Many of us also campaigned against apartheid South Africa during those Thatcher years when the likelihood of success seemed slim but the drive from Scottish comrades that combined with the international movement across the world and in South Africa saw success, with the release of Nelson Mandela in February 1990 and the negotiations for a multi-ethnic bourgeois-democratic Government in South Africa. A source of enduring pride for Scottish comrades was the visit of Nelson Mandela to Glasgow to accept the Freedom of Nine Cities in the UK and to acknowledge Glasgow’s initial effort and campaign.
Other great examples of internationalism and working class solidarity saw the UCS shop stewards win a marvellous victory in saving shipyards on the Clyde against the Edward Heath Government with the support of workers from across the length and breadth of the UK and from across the World.

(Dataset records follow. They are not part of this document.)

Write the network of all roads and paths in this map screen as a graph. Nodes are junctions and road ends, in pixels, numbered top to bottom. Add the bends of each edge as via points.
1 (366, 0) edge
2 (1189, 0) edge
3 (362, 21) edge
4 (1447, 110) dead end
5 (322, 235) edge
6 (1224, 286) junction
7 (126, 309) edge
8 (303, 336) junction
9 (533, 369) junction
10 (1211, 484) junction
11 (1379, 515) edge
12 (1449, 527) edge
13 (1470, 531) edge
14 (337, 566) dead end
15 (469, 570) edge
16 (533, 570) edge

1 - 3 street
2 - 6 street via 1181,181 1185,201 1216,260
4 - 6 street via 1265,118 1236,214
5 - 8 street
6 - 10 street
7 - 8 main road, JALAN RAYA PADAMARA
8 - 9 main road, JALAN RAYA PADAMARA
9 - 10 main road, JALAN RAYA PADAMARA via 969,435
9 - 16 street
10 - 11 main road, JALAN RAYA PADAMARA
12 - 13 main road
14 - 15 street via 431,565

With this in mind I think it is fair to say that traditions of internationalism and solidarity have deep roots in Scottish culture without any sense of triumphalism or ‘Wha’s like us’ sentiment . It is simply a fact of life and those in the Labour Movement who refuse to vote for Independence on the ground of their self-professed ‘internationalism’ are misguided.
So on Sunday 16th February 2014 we shall welcoming Councillor Feargal Dalton SNP, Dr Serjinder Singh Zafar Hakim of the STUC’S One Workplace Equal RightsProject, LouIse Robertson of West Dunbartonshire’s Women for Independence, Alasdair Gray, writer/ Artist and Scottish and Irish musicians at Partick Bowling Club 30 Fortrose Street G11 5NS.This will be an evening of discussion, poetry and Music around the theme of ‘Culture and Independence’ (£5/3)
Those of us who campaigned in the seventies and eighties for an equal society including ethnicity class and gender, are horrified to see the current campaigns of the Westminster Government to undermine equality legislation. An independent Scotland could provide an alternative vision for brothers and sisters everywhere.